(Supplied records begins)

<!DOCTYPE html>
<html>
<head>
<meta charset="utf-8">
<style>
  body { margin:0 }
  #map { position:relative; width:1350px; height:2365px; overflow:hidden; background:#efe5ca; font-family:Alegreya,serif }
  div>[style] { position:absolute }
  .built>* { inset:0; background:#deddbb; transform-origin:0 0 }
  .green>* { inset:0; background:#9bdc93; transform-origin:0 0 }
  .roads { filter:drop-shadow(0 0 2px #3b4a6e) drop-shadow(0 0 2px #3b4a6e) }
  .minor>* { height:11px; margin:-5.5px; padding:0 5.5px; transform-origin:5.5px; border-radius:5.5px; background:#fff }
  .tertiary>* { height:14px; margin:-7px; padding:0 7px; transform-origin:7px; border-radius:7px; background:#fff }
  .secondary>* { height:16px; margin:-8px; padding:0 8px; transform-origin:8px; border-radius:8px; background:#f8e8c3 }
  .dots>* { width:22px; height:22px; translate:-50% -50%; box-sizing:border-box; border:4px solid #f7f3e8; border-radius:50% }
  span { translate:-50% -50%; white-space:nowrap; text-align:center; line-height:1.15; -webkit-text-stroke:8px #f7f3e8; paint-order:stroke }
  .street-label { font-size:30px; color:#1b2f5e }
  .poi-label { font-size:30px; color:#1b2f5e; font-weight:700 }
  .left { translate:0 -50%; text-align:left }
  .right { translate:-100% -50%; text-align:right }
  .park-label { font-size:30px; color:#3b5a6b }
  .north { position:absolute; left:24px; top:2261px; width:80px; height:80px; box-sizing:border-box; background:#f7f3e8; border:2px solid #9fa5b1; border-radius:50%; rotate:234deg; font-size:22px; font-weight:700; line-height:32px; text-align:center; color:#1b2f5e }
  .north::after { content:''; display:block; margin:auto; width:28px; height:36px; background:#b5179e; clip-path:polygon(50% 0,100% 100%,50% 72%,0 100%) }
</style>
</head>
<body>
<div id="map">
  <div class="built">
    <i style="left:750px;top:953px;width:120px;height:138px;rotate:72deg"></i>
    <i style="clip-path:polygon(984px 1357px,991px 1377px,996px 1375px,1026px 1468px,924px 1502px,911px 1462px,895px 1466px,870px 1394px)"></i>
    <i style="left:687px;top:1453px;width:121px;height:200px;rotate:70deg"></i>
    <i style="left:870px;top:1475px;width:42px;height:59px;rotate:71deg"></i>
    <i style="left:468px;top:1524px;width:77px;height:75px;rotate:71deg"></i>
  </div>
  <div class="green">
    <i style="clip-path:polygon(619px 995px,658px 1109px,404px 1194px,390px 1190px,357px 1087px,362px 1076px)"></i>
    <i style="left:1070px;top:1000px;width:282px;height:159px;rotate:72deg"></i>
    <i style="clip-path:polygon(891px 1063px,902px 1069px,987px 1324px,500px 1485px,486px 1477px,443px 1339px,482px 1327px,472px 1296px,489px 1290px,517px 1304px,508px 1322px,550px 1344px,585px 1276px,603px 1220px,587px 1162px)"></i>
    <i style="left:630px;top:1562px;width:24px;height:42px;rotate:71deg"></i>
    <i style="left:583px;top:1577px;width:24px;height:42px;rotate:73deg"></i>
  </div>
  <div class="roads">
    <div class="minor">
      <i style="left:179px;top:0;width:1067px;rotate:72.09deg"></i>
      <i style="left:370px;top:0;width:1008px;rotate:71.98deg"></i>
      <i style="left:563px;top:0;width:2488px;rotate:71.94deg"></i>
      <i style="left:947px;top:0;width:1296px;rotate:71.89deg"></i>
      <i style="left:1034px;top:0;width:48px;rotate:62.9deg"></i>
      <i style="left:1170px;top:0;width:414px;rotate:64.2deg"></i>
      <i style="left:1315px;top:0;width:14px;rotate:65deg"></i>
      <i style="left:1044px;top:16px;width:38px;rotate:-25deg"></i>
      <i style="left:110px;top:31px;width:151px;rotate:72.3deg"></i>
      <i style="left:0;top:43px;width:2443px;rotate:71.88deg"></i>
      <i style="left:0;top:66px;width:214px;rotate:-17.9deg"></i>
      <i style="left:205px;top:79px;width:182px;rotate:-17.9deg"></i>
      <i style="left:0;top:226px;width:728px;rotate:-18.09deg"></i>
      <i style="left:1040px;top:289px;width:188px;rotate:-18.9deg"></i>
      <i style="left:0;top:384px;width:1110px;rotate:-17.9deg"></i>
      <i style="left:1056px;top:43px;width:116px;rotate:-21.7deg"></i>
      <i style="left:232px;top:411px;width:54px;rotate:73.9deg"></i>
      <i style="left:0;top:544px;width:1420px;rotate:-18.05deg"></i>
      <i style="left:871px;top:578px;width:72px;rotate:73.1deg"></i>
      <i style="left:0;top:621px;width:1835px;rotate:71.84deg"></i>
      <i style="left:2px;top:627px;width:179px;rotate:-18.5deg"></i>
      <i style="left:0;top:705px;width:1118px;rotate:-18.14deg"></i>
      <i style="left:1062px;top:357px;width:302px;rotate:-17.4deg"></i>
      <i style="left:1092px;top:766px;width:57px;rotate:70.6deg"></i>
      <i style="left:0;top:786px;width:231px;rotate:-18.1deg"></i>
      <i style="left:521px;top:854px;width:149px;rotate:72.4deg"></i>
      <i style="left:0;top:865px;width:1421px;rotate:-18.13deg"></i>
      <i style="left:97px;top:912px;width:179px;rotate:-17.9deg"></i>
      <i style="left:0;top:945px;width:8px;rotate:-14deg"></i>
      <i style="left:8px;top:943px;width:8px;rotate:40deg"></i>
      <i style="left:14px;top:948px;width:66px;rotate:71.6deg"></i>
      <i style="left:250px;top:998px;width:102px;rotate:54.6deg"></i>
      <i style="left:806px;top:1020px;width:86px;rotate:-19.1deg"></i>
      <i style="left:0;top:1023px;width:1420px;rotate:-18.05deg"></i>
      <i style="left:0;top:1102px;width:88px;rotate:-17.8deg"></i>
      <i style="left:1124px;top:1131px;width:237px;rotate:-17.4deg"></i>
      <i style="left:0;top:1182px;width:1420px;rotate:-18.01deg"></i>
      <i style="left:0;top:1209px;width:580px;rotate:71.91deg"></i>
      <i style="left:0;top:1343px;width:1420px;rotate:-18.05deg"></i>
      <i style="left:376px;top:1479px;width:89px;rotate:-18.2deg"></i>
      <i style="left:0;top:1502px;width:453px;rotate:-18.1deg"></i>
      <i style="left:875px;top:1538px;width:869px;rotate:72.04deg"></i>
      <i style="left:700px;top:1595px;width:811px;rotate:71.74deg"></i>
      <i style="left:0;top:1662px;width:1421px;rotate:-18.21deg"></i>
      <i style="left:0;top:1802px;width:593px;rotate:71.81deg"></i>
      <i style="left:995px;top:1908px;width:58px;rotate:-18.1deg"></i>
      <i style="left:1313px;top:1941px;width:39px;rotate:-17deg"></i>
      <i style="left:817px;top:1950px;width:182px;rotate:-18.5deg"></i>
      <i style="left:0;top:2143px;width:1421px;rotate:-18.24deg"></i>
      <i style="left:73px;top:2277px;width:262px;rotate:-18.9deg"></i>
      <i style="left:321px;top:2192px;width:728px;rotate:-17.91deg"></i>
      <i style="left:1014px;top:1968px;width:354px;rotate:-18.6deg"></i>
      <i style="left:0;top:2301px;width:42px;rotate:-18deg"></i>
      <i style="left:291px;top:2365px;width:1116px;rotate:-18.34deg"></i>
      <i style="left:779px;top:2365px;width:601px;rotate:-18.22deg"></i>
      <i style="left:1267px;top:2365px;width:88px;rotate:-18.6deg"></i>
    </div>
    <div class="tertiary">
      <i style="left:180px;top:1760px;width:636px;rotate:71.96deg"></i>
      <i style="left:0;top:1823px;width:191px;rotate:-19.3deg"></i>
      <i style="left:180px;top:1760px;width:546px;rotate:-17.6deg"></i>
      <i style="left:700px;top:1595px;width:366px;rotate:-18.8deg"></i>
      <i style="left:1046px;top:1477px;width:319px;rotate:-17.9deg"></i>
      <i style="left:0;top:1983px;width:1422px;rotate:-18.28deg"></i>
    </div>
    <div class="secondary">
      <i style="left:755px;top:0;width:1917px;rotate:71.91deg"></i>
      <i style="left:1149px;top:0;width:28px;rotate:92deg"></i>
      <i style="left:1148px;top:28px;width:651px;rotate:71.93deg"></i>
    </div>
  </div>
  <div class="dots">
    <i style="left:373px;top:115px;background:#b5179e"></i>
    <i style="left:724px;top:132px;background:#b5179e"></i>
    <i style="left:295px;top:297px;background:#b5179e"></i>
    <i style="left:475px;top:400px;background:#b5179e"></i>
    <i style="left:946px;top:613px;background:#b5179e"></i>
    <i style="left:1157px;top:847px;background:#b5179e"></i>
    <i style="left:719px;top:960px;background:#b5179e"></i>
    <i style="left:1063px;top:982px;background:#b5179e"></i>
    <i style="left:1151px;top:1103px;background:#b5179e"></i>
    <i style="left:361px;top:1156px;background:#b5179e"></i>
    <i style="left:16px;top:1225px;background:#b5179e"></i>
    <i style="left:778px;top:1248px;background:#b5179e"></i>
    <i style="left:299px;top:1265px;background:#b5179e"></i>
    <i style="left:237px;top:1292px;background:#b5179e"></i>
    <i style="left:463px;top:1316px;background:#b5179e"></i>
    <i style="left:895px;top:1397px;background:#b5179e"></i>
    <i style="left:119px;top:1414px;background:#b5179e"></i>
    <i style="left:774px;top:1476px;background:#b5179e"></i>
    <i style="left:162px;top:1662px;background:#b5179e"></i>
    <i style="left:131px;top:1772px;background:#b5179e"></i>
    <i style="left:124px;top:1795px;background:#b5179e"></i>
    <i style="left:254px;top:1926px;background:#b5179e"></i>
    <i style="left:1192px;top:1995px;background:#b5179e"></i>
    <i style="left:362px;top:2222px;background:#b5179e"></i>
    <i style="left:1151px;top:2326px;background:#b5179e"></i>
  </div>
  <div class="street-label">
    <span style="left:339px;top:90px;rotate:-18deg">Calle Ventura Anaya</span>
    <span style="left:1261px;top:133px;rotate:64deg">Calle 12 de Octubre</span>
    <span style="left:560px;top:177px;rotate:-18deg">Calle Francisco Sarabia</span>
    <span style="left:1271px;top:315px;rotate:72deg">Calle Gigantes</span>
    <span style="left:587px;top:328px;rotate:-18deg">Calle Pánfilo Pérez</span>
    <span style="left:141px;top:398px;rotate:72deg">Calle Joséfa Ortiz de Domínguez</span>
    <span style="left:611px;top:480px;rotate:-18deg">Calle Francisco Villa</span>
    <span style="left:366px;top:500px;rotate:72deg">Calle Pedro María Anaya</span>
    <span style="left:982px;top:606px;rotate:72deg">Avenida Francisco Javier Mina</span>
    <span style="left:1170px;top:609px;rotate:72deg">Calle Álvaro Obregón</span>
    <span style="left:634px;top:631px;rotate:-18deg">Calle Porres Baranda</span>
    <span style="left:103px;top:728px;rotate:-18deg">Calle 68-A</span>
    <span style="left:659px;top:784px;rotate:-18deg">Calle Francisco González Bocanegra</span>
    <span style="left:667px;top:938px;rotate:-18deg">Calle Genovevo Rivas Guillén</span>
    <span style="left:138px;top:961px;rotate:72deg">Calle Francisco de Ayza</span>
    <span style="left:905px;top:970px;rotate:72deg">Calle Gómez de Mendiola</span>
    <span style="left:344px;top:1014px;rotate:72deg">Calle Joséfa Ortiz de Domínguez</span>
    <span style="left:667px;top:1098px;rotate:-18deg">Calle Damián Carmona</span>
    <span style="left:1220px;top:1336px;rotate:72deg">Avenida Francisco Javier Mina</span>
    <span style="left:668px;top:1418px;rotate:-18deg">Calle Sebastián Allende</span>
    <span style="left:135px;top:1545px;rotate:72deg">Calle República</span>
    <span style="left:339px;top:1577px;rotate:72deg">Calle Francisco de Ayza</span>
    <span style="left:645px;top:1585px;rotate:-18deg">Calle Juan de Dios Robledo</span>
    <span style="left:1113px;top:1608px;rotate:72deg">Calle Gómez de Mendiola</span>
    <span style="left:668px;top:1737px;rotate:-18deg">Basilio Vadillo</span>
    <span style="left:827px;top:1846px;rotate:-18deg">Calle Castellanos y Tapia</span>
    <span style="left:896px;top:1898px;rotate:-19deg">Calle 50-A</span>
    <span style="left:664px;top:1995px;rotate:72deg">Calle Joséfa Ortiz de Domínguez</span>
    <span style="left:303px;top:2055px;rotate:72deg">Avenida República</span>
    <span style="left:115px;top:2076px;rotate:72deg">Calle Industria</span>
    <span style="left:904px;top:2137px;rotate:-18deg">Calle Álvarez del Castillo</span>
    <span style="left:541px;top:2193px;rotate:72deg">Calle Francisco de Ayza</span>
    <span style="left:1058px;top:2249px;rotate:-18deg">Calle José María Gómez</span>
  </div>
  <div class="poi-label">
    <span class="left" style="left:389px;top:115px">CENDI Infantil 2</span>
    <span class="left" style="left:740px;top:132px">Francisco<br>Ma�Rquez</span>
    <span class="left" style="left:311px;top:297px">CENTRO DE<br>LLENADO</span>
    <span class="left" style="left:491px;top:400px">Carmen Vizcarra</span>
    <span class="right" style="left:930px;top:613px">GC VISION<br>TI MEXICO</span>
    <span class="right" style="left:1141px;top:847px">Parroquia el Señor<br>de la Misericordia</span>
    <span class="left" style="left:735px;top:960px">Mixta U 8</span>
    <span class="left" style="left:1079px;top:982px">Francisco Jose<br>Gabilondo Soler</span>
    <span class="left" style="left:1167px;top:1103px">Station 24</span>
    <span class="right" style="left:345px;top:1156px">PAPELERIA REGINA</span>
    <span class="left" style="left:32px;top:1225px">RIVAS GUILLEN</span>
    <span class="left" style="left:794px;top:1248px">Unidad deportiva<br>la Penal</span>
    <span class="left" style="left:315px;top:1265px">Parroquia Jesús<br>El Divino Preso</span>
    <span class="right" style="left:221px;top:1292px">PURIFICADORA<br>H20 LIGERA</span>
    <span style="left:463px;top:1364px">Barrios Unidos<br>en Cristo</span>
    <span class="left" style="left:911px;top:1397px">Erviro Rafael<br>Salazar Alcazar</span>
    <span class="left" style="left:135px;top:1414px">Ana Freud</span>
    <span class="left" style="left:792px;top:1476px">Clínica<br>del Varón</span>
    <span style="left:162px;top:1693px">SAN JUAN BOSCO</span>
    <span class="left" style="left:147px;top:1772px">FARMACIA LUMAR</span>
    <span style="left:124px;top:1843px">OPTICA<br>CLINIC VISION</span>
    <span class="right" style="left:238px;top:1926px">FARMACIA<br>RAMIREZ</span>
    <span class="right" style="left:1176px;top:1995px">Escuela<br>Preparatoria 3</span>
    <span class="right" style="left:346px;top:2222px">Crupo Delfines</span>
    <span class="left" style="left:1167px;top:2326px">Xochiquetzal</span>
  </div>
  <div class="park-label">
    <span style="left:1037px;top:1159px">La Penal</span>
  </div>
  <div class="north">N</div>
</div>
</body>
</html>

(Supplied records ends)

Lines that contain "green" should be pulled from the entries above and reported.

• **Result of this exercise**
  .green>* { inset:0; background:#9bdc93; transform-origin:0 0 }
  <div class="green">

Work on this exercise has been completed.